Last week was disaster recovery test week. A company wide exercise that involved all the systems in the company. It was treated like a high severity event and all our partners like IBM were fully focused on the exercise. It was fitting that it was conducted during the week of the anniversary of September 11 and handled with extreme seriousness. I had some doubts that our system would survive a rapid recovery drill but somehow it did. I did not really care because we had our share of disasters during that week as well. The problems started on Monday but continued all the way to the end of the week. Somehow we were able to solve these production issues and still manage to conduct our disaster recovery testing successfully. What a week! I said to my colleagues that we were in a midst of a real production disaster during the testing week. We did not need a simulated exercise to prove that we could survive a disaster.

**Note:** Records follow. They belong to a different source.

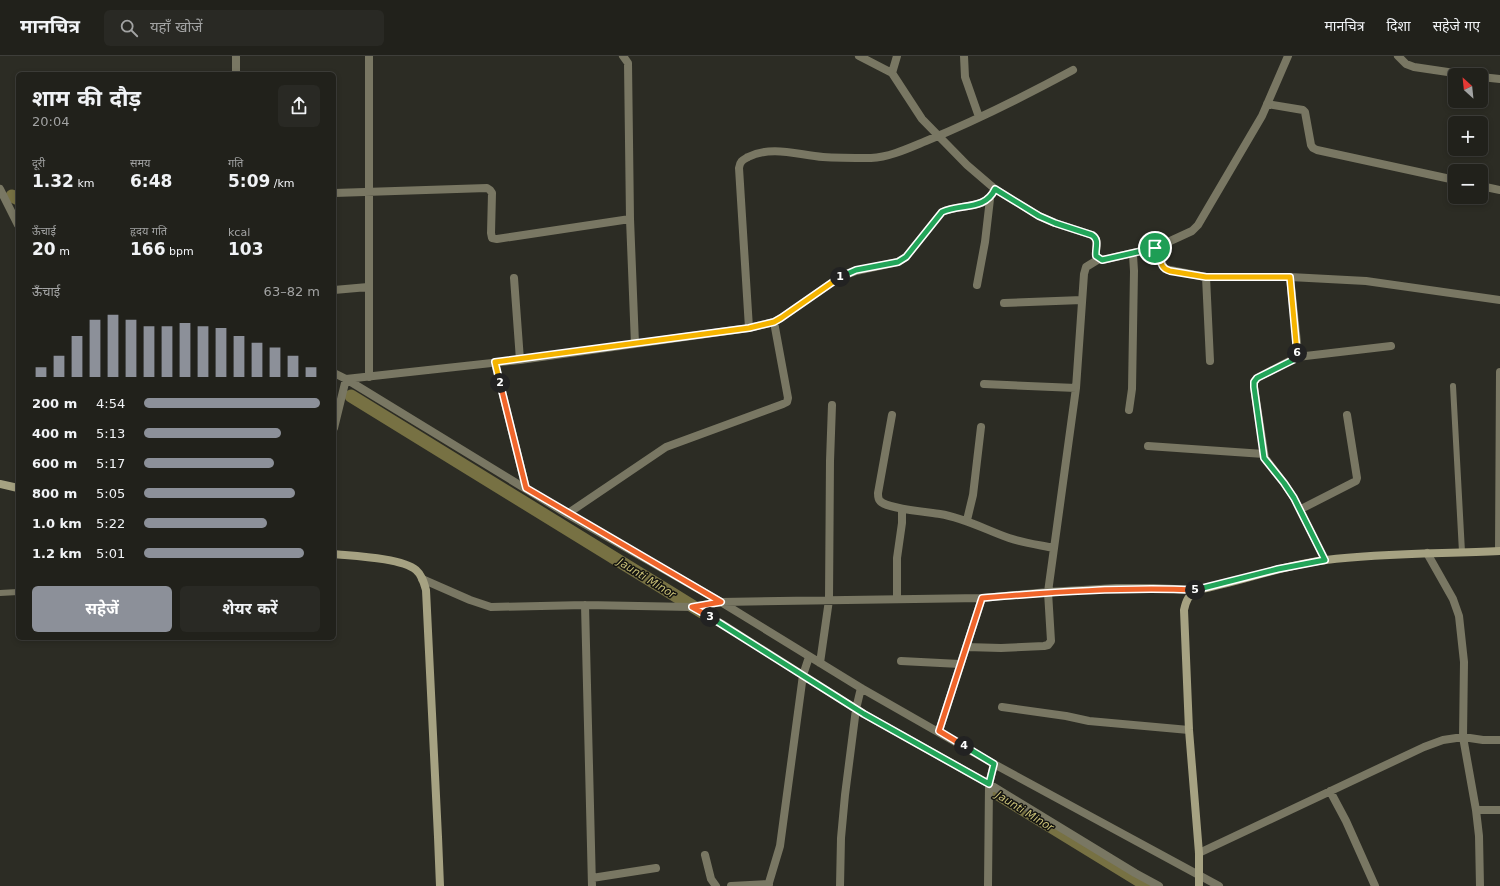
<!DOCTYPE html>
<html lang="hi">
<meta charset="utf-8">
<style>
:root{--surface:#21211b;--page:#292924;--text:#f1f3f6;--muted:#a2a3a3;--line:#3e3e3a;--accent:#8c9099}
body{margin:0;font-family:"DejaVu Sans","Noto Sans Devanagari",sans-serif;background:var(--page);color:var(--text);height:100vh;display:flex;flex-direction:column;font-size:15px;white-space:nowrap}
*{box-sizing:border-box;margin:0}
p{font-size:13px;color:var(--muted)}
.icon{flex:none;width:22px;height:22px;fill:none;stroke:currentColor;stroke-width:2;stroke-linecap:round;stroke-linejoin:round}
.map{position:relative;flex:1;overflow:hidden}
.drawer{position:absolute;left:16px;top:16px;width:320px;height:568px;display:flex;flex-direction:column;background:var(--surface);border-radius:6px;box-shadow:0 2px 6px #0003,0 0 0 1px var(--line)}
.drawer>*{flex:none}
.needle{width:26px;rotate:333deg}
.tools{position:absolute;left:1448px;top:12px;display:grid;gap:8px}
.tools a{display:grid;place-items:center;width:40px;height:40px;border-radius:6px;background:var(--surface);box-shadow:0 2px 6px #0003,0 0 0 1px var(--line);font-size:20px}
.pin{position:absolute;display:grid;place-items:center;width:34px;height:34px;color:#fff;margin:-17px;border:2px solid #fff;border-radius:50%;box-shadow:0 1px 4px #0007}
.km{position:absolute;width:20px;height:20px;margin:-10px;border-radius:50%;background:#222;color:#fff;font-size:11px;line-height:20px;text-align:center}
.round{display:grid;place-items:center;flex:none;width:42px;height:42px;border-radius:6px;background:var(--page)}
.head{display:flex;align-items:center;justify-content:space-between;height:68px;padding:0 16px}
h1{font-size:22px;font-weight:700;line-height:30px}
.metrics{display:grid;grid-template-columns:repeat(3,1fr);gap:6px;height:68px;padding:4px 16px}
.metrics div{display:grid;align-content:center}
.metrics b{font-size:17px;font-weight:700}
.metrics small{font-size:11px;font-weight:400}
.metrics p{font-size:11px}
.chart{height:112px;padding:8px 16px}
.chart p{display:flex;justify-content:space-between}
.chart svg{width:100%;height:72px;margin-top:4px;stroke:var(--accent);stroke-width:6}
.cta{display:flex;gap:8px;margin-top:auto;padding:8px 16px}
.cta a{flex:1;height:46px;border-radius:6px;background:var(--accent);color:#fff;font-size:16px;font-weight:700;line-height:46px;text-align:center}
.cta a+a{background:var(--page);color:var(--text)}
ul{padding:0 16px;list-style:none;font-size:13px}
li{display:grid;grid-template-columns:64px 48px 1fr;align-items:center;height:30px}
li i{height:10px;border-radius:5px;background:var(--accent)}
header{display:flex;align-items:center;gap:24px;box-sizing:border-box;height:56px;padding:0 20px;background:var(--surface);border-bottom:1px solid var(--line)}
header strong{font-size:19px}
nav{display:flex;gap:22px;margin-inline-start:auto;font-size:14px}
.search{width:280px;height:36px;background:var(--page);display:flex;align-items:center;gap:10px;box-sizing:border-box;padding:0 14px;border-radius:6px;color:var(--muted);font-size:15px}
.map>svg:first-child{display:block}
</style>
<header>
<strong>मानचित्र</strong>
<div class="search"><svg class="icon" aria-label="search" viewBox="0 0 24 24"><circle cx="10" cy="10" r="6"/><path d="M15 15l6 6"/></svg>यहाँ खोजें</div>
<nav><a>मानचित्र</a><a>दिशा</a><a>सहेजे गए</a></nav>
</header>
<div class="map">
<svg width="1500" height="830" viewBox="0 0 1500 830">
<rect width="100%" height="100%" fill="#2c2c24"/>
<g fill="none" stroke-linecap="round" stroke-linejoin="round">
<!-- canal -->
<path stroke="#777143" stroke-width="13" d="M12 140 18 143
M351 340 702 556
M998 738 1148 830"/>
<!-- lane -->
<path stroke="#797763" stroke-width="6" d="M1453 330 1462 496
M0 537 18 536"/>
<!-- street -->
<path stroke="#797763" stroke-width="8" d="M369 0V321
M623 0 628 7 630 163 635 288
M859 0 892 17 922 63 967 109 995 133 1039 160 1055 167 1092 179C1100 184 1095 192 1096 200L1102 204 1155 192C1161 197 1160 207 1165 213L1206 221H1290L1366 225 1500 244
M964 0 965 21 979 61
M1398 0 1406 8 1414 11 1468 19
M892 17 897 0
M236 18V0
M1481 21 1500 23
M1267 48 1303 54 1305 56 1311 89 1313 92 1317 94 1455 124
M1481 130 1500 134
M0 133 18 169
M334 137 487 132 490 134 492 137 491 177 492 182 497 183 630 163
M1155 192 1192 175 1198 169 1262 60 1288 0
M1206 221 1210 305
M1290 221 1298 296 1297 301 1257 322 1254 326V331L1265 402 1284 427 1294 442 1325 504
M514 222 520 304
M977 229 985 186 990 143
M334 234 368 231
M1004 247 1082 244
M749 272 739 112C740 105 743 104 748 101 772 89 798 99 823 101 838 102 855 102 871 102 890 101 909 92 926 85 977 64 1025 40 1073 14
M1297 301 1391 290
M495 307 526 432
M334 317 346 323 567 458 721 546 861 632 994 708 1219 830
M346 323 520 304 749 272 774 266 781 262 840 221 856 215 898 206 906 201 942 156C961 147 986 155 995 133
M984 328 1076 332
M1129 354 1132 333 1134 215 1133 199
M892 359 878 437C878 440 878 443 880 445 887 453 928 456 940 458 965 462 986 474 1009 482 1024 487 1040 489 1054 492
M334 372 346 323
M1148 390 1264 398
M1301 453 1356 425 1357 422 1347 359
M567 458 666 391 783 348 787 346 788 342 774 266
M967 464 973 439 981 371
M1499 495 1500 316
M1427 497 1453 543 1459 560 1464 606 1463 681 1476 754 1479 780 1480 830
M422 523 470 544 491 551 585 549 692 551 721 546 982 542 1048 536 1116 532H1154L1196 534
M897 543V502L902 467V453
M585 549 592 830
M692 551 722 568 864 658 989 728 1135 817 1159 830
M966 591 1001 592 1044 590 1048 589 1051 585 1048 536 1076 332 1084 218 1086 211 1099 203
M901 605 960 608
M820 607 829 544 830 405 832 349
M1002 651 1066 660 1089 665 1189 674
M939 675 982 542
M1330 735 1346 765 1375 830
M1476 754H1500
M1199 797 1424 691 1443 684 1463 681 1483 684H1500
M705 799 711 823 716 830
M592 822 656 812
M731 830 769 828
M768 830 780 790 803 619 809 601
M840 830 841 782 845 739 856 653 861 632
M988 830 989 728 994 708"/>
<!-- secondary -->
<path stroke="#a6a282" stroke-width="8" d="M0 428 18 432
M334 498C354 500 402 502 416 514 422 519 424 527 426 534L438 781 440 830
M1199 830V797L1189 674 1184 554C1186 545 1188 540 1196 534 1240 526 1282 509 1326 504 1384 497 1442 498 1500 495"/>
</g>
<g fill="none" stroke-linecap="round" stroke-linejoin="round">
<!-- split-1 casing -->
<g stroke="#fff" stroke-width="8">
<path id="split-1" d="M840 221 856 214 898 206 906 201 942 156C961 147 985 155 995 133L1039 160 1055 167 1092 179C1100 184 1095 192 1096 200L1102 204 1155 192"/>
</g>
<!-- split-2 casing -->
<g stroke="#fff" stroke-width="8">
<path id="split-2" d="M500 327 495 306 749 272 774 266 781 262 840 221"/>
</g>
<!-- split-3 casing -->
<g stroke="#fff" stroke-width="8">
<path id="split-3" d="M500 327 526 432 721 546 692 551 710 561"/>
</g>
<!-- split-4 casing -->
<g stroke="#fff" stroke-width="8">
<path id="split-4" d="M710 561 864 658 989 728 994 708 964 690"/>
</g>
<!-- split-5 casing -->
<g stroke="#fff" stroke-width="8">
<path id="split-5" d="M964 690 939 675 982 542C1053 536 1124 531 1195 534"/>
</g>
<!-- split-6 casing -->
<g stroke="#fff" stroke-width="8">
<path id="split-6" d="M1195 534 1278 513 1325 504 1294 442 1284 427 1264 402 1254 331V326L1257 322 1293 304 1297 301V297"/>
</g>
<!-- split-7 casing -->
<g stroke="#fff" stroke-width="8">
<path id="split-7" d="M1155 192C1164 199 1156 211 1170 215L1206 221H1290L1297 297"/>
</g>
<!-- split-1 -->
<use href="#split-1" stroke="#22a559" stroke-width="5"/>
<!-- split-2 -->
<use href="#split-2" stroke="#f5b400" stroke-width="5"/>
<!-- split-3 -->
<use href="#split-3" stroke="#f0652b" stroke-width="5"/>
<!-- split-4 -->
<use href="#split-4" stroke="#22a559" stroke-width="5"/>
<!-- split-5 -->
<use href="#split-5" stroke="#f0652b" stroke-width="5"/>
<!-- split-6 -->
<use href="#split-6" stroke="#22a559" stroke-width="5"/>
<!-- split-7 -->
<use href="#split-7" stroke="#f5b400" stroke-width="5"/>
</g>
<g text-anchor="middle" stroke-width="3" stroke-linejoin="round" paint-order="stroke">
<!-- water labels -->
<g font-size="11" font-style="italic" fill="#cbc278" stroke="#141411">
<text transform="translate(647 522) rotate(32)" y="4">Jaunti Minor</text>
<text transform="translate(1025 755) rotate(32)" y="4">Jaunti Minor</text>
</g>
</g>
</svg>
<div class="tools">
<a><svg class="needle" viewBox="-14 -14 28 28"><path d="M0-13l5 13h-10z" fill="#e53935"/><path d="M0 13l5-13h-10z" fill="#a2a3a3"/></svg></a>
<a>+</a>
<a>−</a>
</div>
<div class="pin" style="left:1155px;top:192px;background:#1e9e55"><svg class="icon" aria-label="arrive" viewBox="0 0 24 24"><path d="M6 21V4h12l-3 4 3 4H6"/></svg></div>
<b class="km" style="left:840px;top:221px">1</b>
<b class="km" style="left:500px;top:327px">2</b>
<b class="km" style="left:710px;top:561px">3</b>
<b class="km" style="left:964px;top:690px">4</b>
<b class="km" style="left:1195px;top:534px">5</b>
<b class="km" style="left:1297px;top:297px">6</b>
<section class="drawer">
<div class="head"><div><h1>शाम की दौड़</h1><p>20:04</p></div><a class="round"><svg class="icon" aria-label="share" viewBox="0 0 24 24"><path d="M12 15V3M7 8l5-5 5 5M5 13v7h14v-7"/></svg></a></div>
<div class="metrics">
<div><p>दूरी</p><b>1.32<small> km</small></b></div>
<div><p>समय</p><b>6:48</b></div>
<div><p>गति</p><b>5:09<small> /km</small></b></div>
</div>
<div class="metrics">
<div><p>ऊँचाई</p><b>20<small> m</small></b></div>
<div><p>हृदय गति</p><b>166<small> bpm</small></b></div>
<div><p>kcal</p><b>103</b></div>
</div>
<div class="chart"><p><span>ऊँचाई</span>63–82 m</p>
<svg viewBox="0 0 160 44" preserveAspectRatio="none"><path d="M5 44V38M15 44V31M25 44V19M35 44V9M45 44V6M55 44V9M65 44V13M75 44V13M85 44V11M95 44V13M105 44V14M115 44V19M125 44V23M135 44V26M145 44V31M155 44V38"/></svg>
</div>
<ul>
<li><b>200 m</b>4:54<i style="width:100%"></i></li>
<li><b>400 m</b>5:13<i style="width:78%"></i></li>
<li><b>600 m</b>5:17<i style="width:74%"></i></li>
<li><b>800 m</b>5:05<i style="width:86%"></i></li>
<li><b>1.0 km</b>5:22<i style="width:70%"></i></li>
<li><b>1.2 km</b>5:01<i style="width:91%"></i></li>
</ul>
<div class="cta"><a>सहेजें</a><a>शेयर करें</a></div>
</section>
</div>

It was an intense time where we had to intervene and help the remote warehouses. It was the same old story. But this time we had an inkling of what could have happened. A patch was installed on the previous Thursday evening and the warehouse folks reported a change the next day. It all started that Friday and carried over the weekend where the Nevada team could not work by themselves. So the problems proceeded into the disaster week when the rapid recovery exercise was moving into full swing. A near catastrophe occurred on Wednesday when we were helping the two warehouses at the same time. Usually we had one warehouse working fine but this time the load came from both the warehouses. As was like a mad man – shifting attention from one warehouse to another to get the work done. A few mistakes which I thought was serious but shrugged off by the business when I explained the fiasco. I had lost focused when it seemed that everyone was calling me or going to my cubicle for a chat or to follow-up one thing or the other.

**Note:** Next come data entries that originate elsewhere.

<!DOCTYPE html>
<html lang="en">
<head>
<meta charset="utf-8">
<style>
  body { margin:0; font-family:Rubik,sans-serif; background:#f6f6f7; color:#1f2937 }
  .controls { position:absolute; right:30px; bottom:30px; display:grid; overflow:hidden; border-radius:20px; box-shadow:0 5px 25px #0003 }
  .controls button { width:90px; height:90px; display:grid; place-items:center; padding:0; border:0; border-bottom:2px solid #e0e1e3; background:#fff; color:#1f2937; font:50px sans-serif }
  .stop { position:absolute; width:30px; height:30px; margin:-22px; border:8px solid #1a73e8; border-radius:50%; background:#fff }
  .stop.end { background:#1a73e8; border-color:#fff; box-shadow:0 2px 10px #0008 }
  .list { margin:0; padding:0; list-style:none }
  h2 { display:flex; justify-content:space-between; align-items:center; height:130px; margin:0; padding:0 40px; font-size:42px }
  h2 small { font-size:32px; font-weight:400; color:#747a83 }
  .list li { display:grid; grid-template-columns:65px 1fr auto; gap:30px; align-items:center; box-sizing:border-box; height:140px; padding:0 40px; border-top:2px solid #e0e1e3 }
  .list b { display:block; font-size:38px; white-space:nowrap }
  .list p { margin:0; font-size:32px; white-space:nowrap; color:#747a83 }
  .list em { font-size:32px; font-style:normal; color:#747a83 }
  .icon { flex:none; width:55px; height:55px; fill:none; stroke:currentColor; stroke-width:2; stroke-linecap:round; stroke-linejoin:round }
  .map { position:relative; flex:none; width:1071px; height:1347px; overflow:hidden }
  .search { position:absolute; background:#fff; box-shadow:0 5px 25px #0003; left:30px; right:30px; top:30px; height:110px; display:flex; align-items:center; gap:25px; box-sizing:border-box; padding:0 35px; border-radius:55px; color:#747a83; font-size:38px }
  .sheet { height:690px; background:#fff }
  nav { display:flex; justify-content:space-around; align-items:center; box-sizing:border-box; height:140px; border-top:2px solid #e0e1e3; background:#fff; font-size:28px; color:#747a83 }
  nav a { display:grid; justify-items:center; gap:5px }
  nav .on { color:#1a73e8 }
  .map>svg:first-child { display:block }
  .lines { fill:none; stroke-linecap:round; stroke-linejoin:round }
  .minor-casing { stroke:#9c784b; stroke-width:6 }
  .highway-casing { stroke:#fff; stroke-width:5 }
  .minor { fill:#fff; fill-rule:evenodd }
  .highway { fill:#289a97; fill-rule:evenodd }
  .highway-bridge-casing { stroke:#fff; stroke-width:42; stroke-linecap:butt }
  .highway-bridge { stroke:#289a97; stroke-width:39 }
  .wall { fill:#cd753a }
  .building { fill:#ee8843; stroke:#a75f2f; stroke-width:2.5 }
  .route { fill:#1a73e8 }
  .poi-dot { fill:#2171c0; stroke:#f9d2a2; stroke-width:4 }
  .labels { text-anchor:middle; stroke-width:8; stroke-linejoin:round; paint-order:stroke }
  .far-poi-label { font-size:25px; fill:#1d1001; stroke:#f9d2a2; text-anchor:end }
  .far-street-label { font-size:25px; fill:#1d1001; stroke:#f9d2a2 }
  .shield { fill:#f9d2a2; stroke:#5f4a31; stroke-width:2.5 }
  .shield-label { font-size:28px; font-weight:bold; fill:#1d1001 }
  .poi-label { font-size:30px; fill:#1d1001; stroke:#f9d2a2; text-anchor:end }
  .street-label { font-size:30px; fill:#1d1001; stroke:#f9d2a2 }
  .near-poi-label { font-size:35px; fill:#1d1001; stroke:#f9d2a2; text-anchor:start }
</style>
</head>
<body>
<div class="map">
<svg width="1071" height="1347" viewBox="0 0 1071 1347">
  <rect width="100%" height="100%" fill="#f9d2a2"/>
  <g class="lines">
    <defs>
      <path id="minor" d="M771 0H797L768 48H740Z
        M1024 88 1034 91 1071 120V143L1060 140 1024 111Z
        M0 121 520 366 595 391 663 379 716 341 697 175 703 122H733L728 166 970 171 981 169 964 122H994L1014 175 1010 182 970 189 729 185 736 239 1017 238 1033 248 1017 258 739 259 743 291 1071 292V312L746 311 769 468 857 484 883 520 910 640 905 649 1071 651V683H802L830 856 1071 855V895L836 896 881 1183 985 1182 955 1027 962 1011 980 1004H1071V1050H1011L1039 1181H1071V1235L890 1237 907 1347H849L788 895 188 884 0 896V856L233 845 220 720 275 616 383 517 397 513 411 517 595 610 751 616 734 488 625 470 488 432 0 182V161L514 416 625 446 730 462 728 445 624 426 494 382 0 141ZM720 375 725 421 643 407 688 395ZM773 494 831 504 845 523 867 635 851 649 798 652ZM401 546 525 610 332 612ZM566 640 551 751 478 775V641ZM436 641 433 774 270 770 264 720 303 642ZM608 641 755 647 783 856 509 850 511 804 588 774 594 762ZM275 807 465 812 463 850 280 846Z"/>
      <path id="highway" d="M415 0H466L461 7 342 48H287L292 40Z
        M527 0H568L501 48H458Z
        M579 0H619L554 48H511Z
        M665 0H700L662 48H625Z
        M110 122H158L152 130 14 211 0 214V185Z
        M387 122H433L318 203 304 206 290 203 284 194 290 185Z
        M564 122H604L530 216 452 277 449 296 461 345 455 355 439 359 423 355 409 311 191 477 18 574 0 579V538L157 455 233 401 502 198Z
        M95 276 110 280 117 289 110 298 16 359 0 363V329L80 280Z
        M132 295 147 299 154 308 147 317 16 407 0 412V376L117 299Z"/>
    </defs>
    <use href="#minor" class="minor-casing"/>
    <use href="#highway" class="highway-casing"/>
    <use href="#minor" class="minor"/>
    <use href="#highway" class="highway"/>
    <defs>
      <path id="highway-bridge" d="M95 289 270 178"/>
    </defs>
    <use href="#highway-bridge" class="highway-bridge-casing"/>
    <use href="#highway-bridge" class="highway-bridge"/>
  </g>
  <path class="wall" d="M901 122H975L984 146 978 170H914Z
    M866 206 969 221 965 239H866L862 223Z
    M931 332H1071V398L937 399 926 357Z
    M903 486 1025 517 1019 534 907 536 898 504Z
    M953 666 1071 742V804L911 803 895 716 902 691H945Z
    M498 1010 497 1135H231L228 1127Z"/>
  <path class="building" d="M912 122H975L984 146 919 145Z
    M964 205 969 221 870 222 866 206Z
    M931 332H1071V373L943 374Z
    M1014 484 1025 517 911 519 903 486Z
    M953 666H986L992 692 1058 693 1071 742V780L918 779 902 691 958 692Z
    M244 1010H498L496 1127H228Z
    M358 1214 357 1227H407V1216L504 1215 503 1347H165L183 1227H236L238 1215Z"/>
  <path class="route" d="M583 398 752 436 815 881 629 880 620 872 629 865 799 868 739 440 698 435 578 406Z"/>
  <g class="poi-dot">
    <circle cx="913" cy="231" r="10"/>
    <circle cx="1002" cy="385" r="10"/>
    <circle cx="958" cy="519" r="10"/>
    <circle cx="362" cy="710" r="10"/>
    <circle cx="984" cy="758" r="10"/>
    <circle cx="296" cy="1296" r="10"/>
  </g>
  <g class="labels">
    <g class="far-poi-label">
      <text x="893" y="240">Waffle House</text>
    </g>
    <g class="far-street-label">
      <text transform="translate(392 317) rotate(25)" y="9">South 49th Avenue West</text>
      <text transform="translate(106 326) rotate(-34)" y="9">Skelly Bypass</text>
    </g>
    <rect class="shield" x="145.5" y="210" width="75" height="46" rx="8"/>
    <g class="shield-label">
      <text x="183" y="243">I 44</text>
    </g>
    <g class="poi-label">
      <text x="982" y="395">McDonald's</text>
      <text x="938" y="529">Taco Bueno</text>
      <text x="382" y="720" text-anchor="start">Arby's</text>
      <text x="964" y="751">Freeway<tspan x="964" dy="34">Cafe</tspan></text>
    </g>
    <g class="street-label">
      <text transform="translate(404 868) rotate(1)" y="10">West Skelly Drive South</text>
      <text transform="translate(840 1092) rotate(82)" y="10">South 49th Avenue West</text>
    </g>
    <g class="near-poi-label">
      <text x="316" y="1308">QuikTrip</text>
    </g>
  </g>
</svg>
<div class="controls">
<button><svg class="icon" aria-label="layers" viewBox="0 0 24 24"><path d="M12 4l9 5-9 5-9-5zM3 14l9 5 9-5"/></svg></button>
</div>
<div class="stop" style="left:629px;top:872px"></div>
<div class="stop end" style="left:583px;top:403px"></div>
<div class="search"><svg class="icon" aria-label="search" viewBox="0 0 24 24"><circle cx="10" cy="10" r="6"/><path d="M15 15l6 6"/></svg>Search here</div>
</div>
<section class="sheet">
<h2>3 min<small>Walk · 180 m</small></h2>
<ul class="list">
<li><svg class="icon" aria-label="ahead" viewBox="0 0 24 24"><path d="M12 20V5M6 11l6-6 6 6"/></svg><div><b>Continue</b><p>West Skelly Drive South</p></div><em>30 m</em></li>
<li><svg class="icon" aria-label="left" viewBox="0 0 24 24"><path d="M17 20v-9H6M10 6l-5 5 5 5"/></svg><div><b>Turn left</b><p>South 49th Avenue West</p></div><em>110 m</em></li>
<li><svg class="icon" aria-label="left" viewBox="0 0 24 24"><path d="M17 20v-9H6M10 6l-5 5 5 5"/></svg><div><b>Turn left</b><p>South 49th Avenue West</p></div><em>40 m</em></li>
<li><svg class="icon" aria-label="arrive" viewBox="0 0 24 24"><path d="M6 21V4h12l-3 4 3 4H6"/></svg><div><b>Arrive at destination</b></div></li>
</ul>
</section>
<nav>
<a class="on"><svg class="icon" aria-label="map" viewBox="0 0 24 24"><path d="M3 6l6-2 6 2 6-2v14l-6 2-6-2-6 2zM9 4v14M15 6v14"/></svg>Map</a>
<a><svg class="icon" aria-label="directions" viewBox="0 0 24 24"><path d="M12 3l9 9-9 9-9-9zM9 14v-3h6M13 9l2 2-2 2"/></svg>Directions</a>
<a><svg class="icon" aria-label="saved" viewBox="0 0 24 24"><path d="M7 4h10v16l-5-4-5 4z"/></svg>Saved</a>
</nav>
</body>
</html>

Somehow I managed to survive that Wednesday. The next day we went through some test scenarios but there was some problem with the test computer. So we did not do much testing. I had missed my date going to the gym on Wednesday night as well as Thursday. Friday came as a shock as the database disk space was full. This caused problems in both the warehouses again. The problem was solved after diagnosing the problem, and chatting with the relevant support staff in India. Getting to the right person at the right time is the secret to effectiveness. The problem was resolved in less than an hour and got the first warehouse going. But there were just too many meetings that occurred that day and I had to participate remotely. Trying to engage one during the meeting in the morning was difficult because of the support calls and I had to drop from the call after the Nevada team called me.
I went to lunch with the person beside my cubicle and I had a generous helping of Chinese fried rice. Afterward we went to Wal-Mart to look at the fishing rods. We are planning a fishing trip before winter comes.